For a deeper look at how inflation is actually calculated month to month, see SuperMoney’s guide to calculating the inflation rate and the 2025 Inflation Study.

Key takeaways

  • Inflation is the rate at which prices rise over time, reducing the purchasing power of each dollar.
  • The Federal Reserve targets 2% annual inflation as its definition of price stability.
  • CPI and PCE are the two primary inflation measures; the Fed prefers PCE for policy decisions.
  • Inflation helps fixed-rate borrowers and hurts savers holding cash in low-yield accounts — high-yield savings accounts reduce this gap.
  • The Fed raises the federal funds rate to slow inflation by making borrowing more expensive and reducing demand.
  • TIPS, I Bonds, inflation-linked CDs, equities, and real estate are the most common inflation-resistant asset classes.
  • Stagflation — simultaneous high inflation and high unemployment — is the hardest inflation scenario to address with monetary policy.

Frequently Asked Questions

What is a good inflation rate?

Most central banks, including the U.S. Federal Reserve, target 2% annual inflation. At this level, prices rise slowly enough not to erode savings significantly, but fast enough to discourage deflation — which can be economically more damaging than mild inflation.

What is the current inflation rate?

Inflation rates change monthly. The U.S. Bureau of Labor Statistics publishes updated CPI data every month at bls.gov. SuperMoney’s 2025 Inflation Study provides a deeper look at recent trends and their consumer impact.

How does inflation affect interest rates?

Higher inflation typically leads the Federal Reserve to raise the federal funds rate to cool economic activity and reduce price pressure. This flows through to higher rates on mortgages, auto loans, credit cards, and savings accounts. The relationship between nominal rates and inflation is captured by the real interest rate: real rate = nominal rate − inflation rate.

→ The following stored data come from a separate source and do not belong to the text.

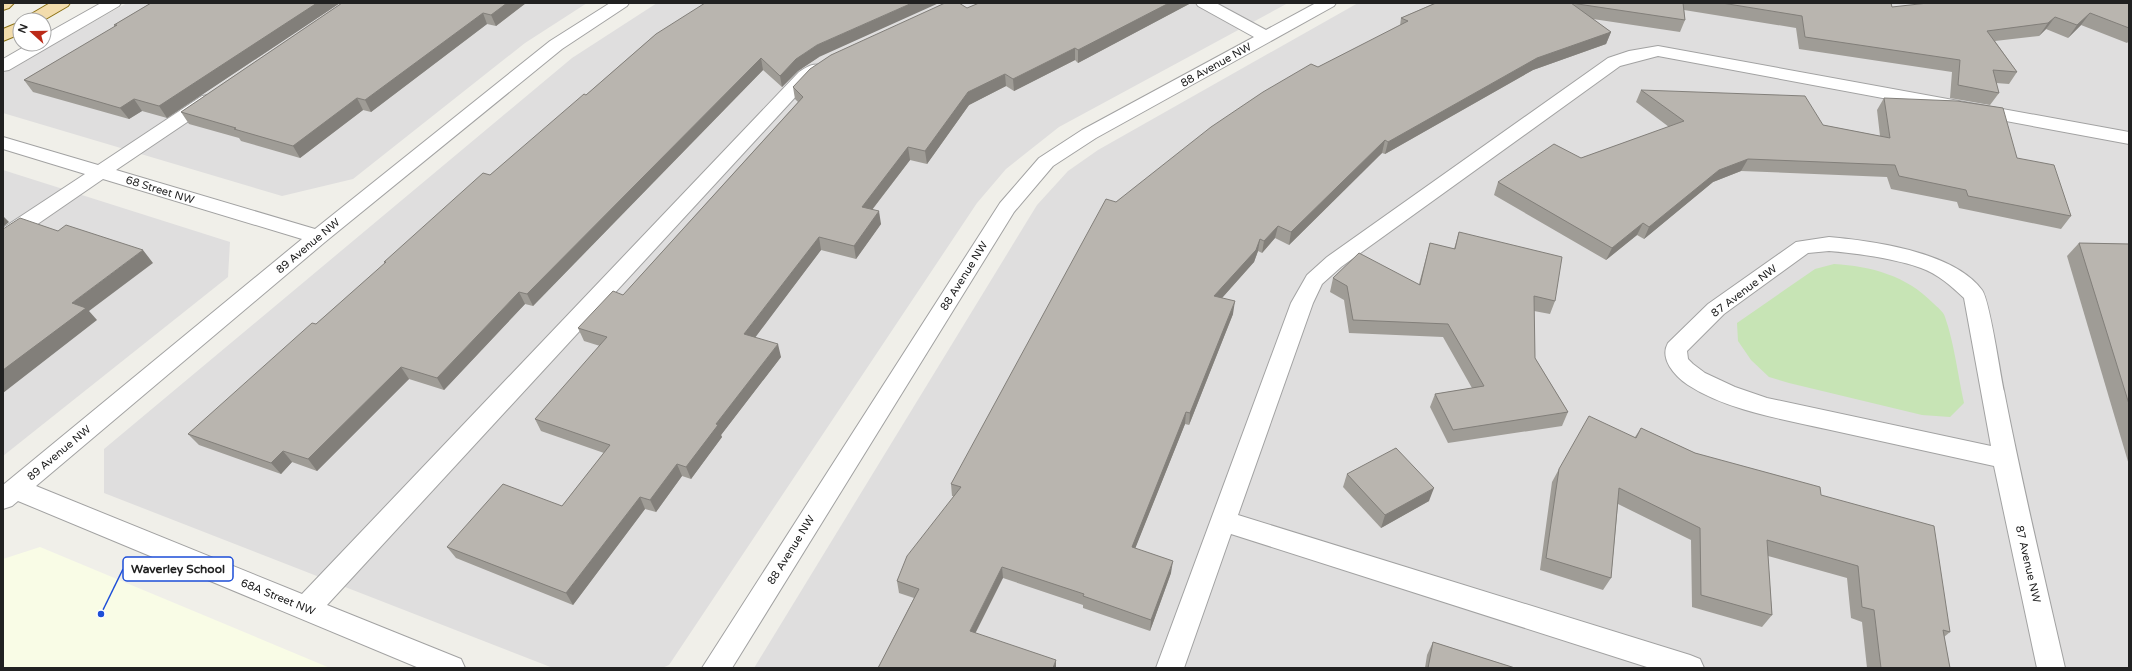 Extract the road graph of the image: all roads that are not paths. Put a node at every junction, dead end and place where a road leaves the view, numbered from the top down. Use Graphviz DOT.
graph roads {
  1 [pos="6,3"];
  2 [pos="62,3"];
  3 [pos="113,3"];
  4 [pos="621,3"];
  5 [pos="1204,3"];
  6 [pos="1328,3"];
  7 [pos="3,5"];
  8 [pos="46,12"];
  9 [pos="12,31"];
  10 [pos="3,36"];
  11 [pos="52,37"];
  12 [pos="1266,37"];
  13 [pos="27,52"];
  14 [pos="833,59"];
  15 [pos="3,66"];
  16 [pos="221,92"];
  17 [pos="2129,138"];
  18 [pos="3,142"];
  19 [pos="101,172"];
  20 [pos="318,237"];
  21 [pos="3,238"];
  22 [pos="2005,459"];
  23 [pos="10,494"];
  24 [pos="1223,521"];
  25 [pos="306,609"];
  26 [pos="451,668"];
  27 [pos="716,668"];
  28 [pos="1170,668"];
  29 [pos="1690,668"];
  30 [pos="2051,668"];
  1 -- 7 [label="main road"];
  2 -- 8 [label="main road"];
  3 -- 11 [label="street"];
  4 -- 20 [label="street, 89 Avenue NW"];
  5 -- 12 [label="street"];
  6 -- 12 [label="street, 88 Avenue NW"];
  9 -- 10 [label="main road"];
  12 -- 27 [label="street, 88 Avenue NW"];
  13 -- 15 [label="street"];
  14 -- 25 [label="street"];
  16 -- 19 [label="street"];
  17 -- 24 [label="street"];
  18 -- 19 [label="street, 68 Street NW"];
  19 -- 20 [label="street, 68 Street NW"];
  19 -- 21 [label="street"];
  20 -- 23 [label="street, 89 Avenue NW"];
  22 -- 22 [label="street, 87 Avenue NW"];
  22 -- 30 [label="street, 87 Avenue NW"];
  23 -- 25 [label="street, 68A Street NW"];
  24 -- 28 [label="street"];
  24 -- 29 [label="street"];
  25 -- 26 [label="street, 68A Street NW"];
} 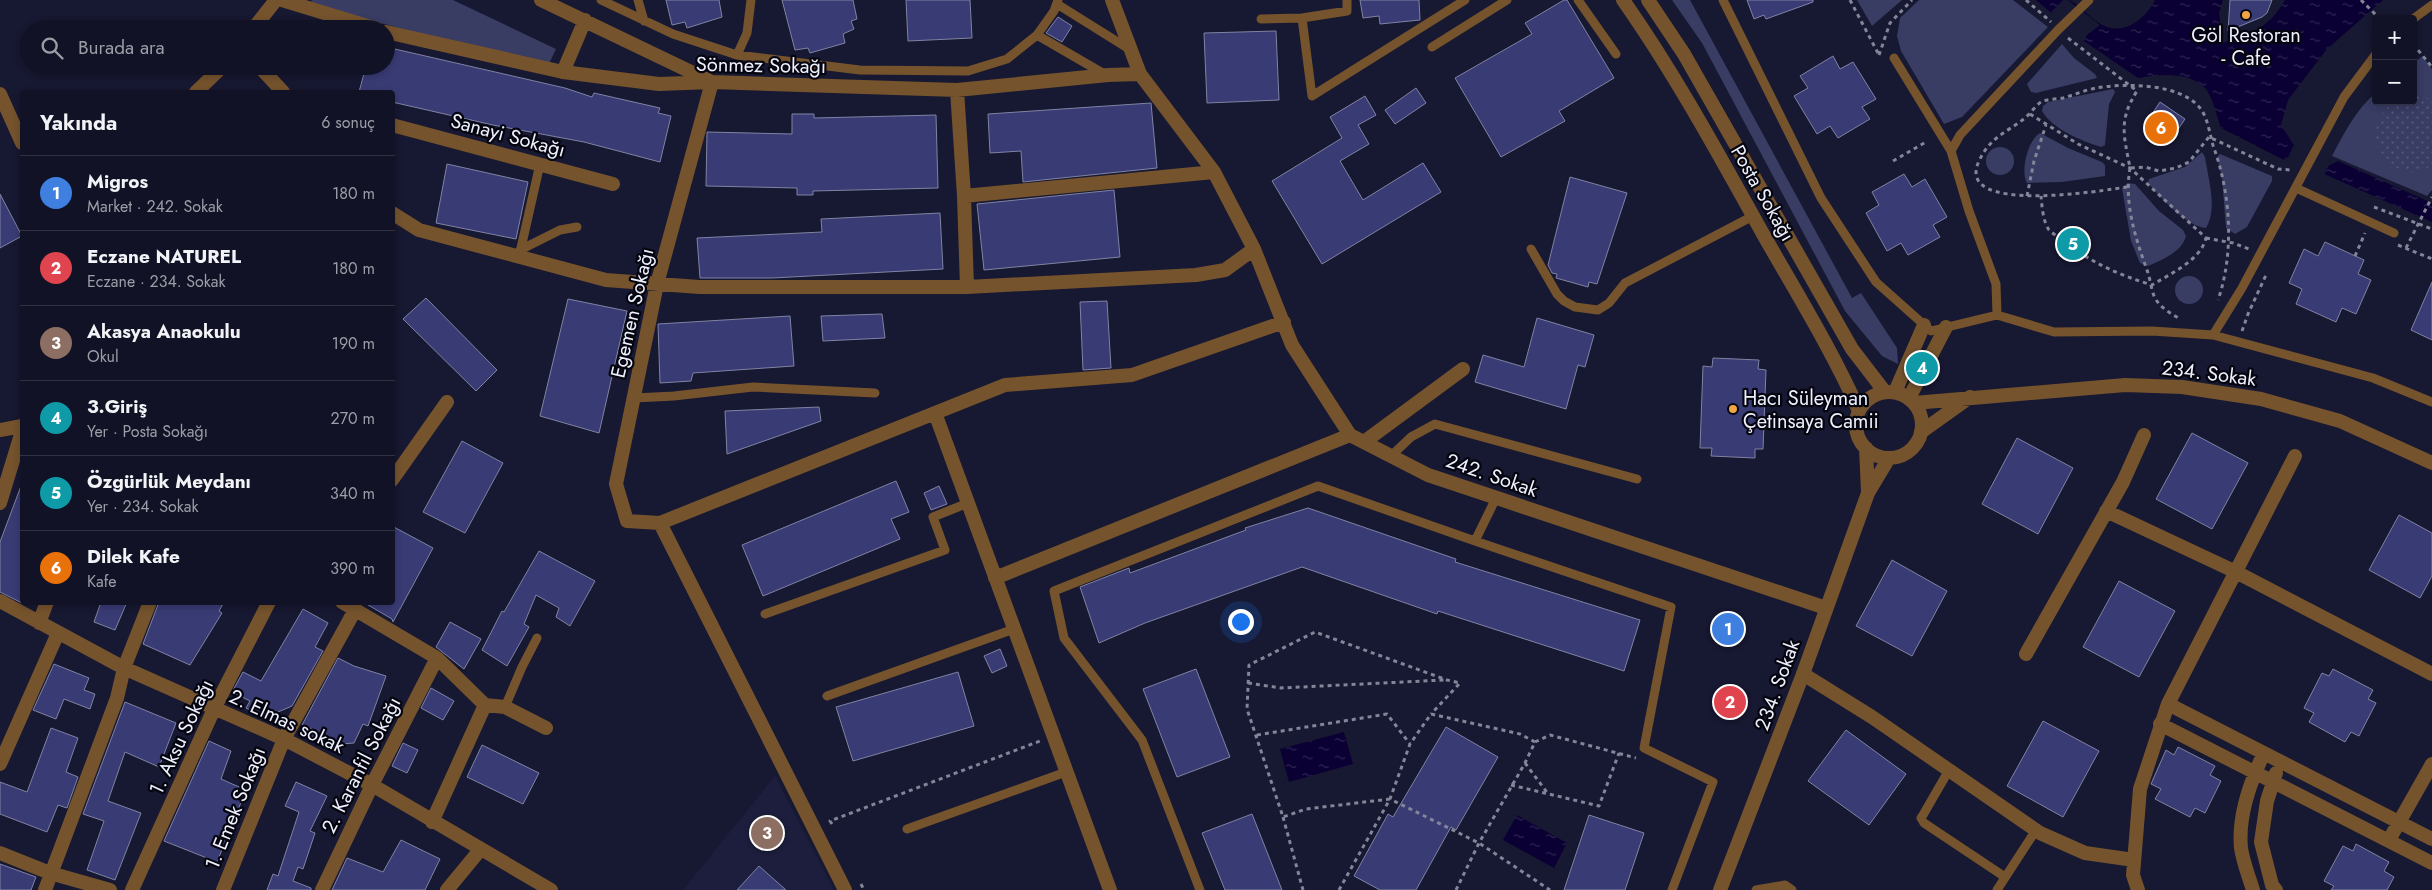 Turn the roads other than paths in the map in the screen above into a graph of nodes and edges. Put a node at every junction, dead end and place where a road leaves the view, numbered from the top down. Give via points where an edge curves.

Does inflation affect everyone equally?

No. Lower-income households are disproportionately affected because they spend a larger share of their income on necessities like food and energy — which tend to rise faster than overall inflation. Higher earners have more of their wealth in assets that appreciate with inflation, providing a natural hedge. Track changes to your own situation using the real income formula.

What is the difference between inflation and the cost of living?

Inflation is a measure of price changes across the entire economy. The cost of living is location-specific — it reflects what it actually costs to maintain a given standard of living in a particular city or region. A city can have a high cost of living even during low national inflation, depending on local housing and service costs.